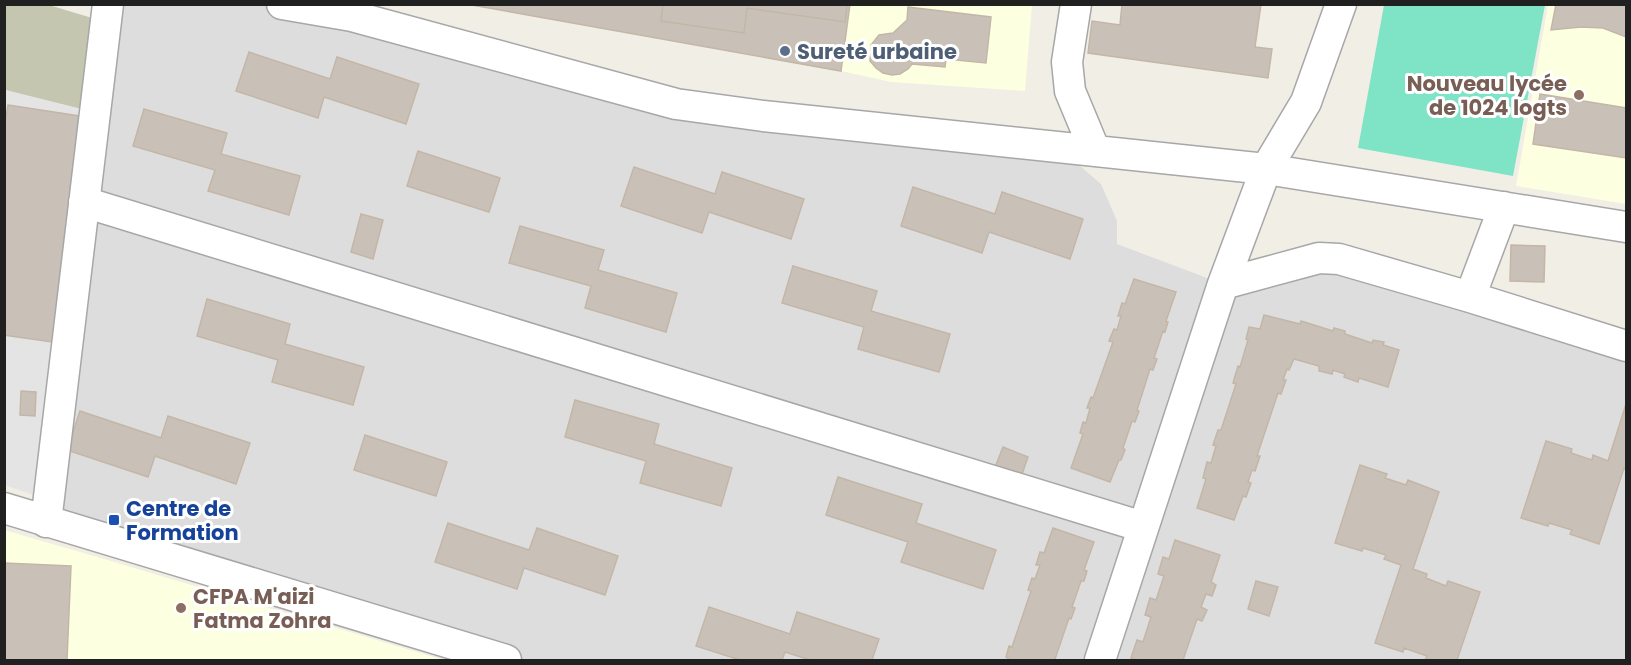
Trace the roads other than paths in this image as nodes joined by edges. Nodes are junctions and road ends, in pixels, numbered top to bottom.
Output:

---

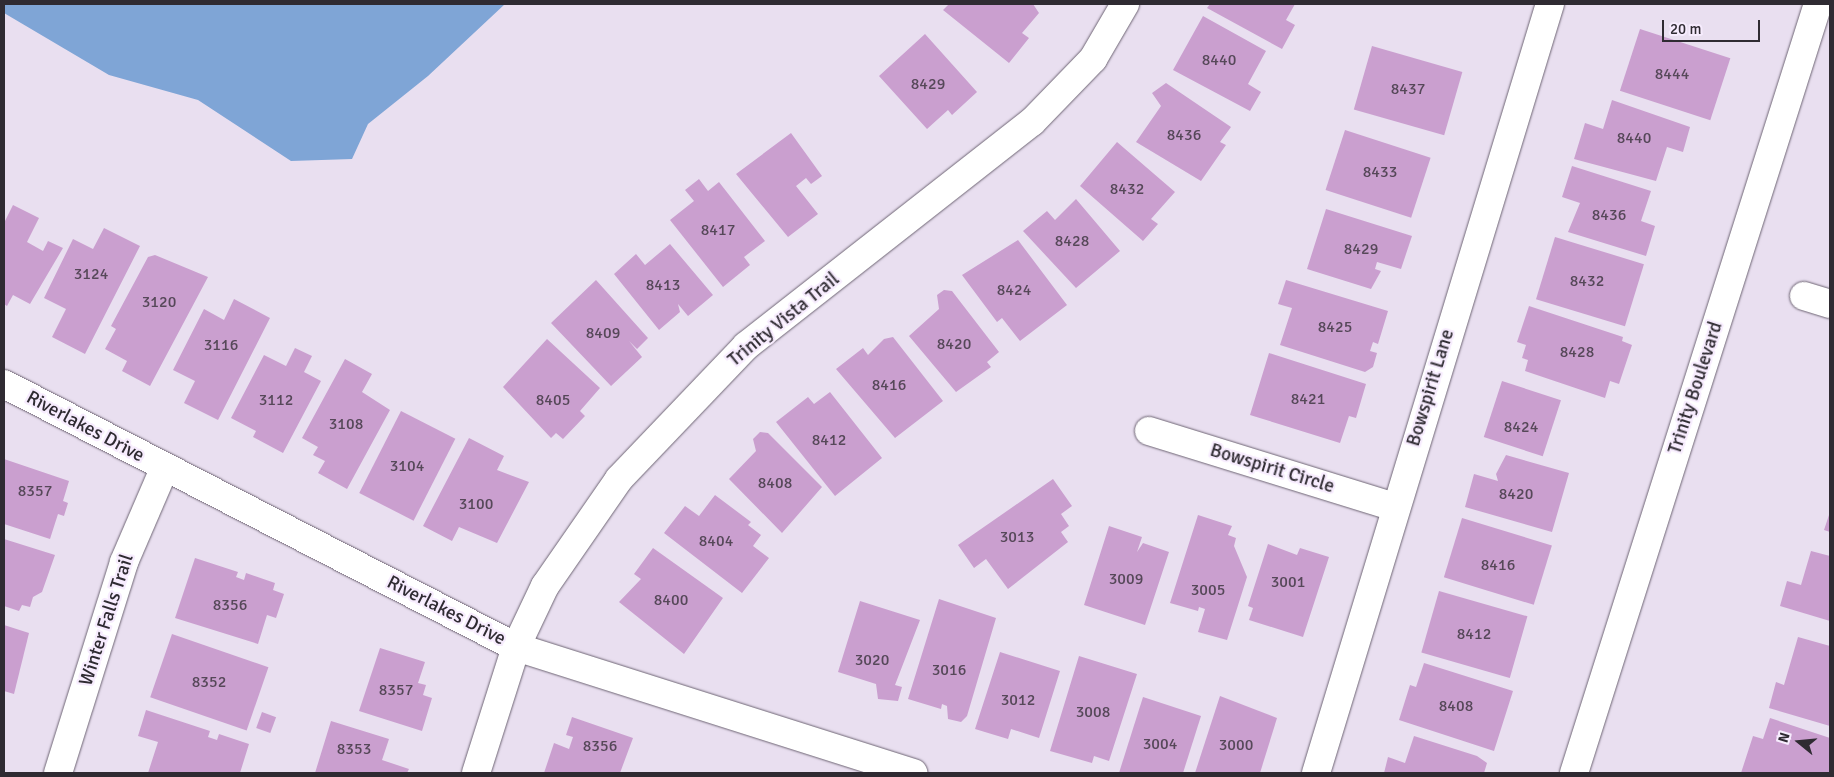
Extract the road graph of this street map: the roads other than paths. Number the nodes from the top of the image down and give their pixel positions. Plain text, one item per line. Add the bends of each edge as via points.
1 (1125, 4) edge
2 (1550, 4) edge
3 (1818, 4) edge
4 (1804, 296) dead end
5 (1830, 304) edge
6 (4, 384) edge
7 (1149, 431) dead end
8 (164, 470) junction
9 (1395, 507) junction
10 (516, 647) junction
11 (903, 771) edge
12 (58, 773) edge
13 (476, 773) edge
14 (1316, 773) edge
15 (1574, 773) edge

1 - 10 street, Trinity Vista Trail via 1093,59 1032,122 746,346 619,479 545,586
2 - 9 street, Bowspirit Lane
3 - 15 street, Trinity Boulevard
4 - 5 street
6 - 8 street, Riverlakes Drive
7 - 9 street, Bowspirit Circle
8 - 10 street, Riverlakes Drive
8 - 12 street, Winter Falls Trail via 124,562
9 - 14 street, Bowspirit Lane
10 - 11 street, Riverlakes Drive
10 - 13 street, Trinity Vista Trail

==

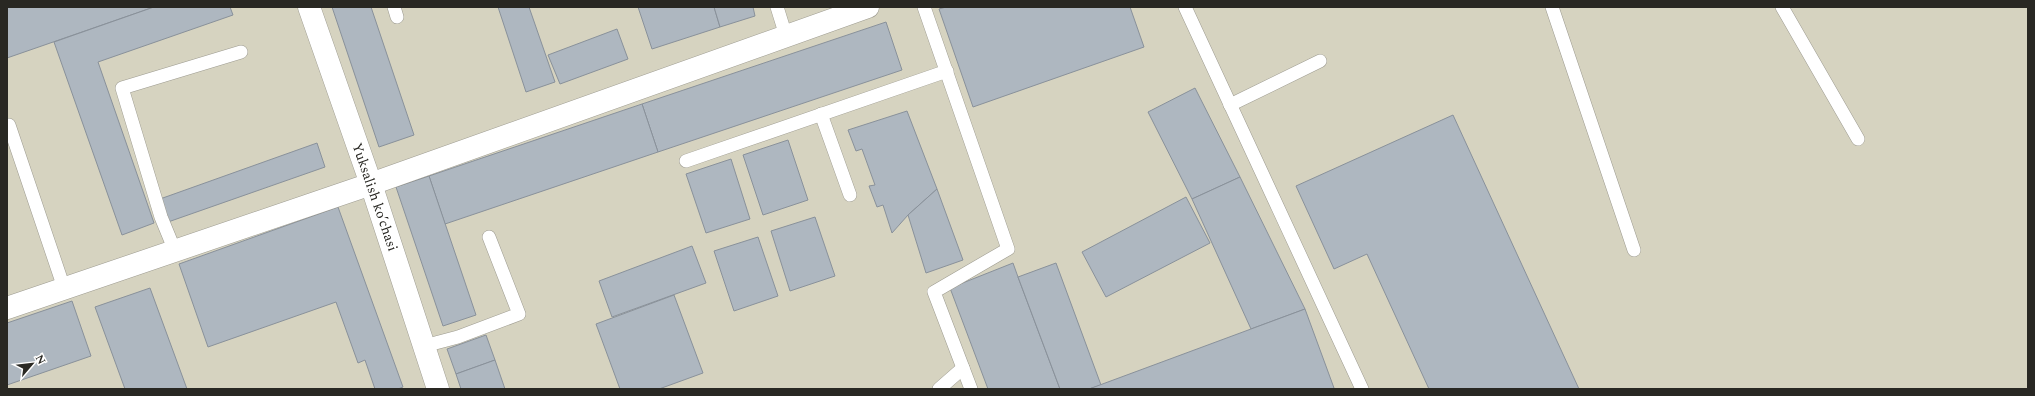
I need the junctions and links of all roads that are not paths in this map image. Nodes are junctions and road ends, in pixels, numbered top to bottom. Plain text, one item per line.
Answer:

- _Exercise requirements_
Across the listing, how many lines hold the word "pixels"? Please state that number only.

- _Result_
2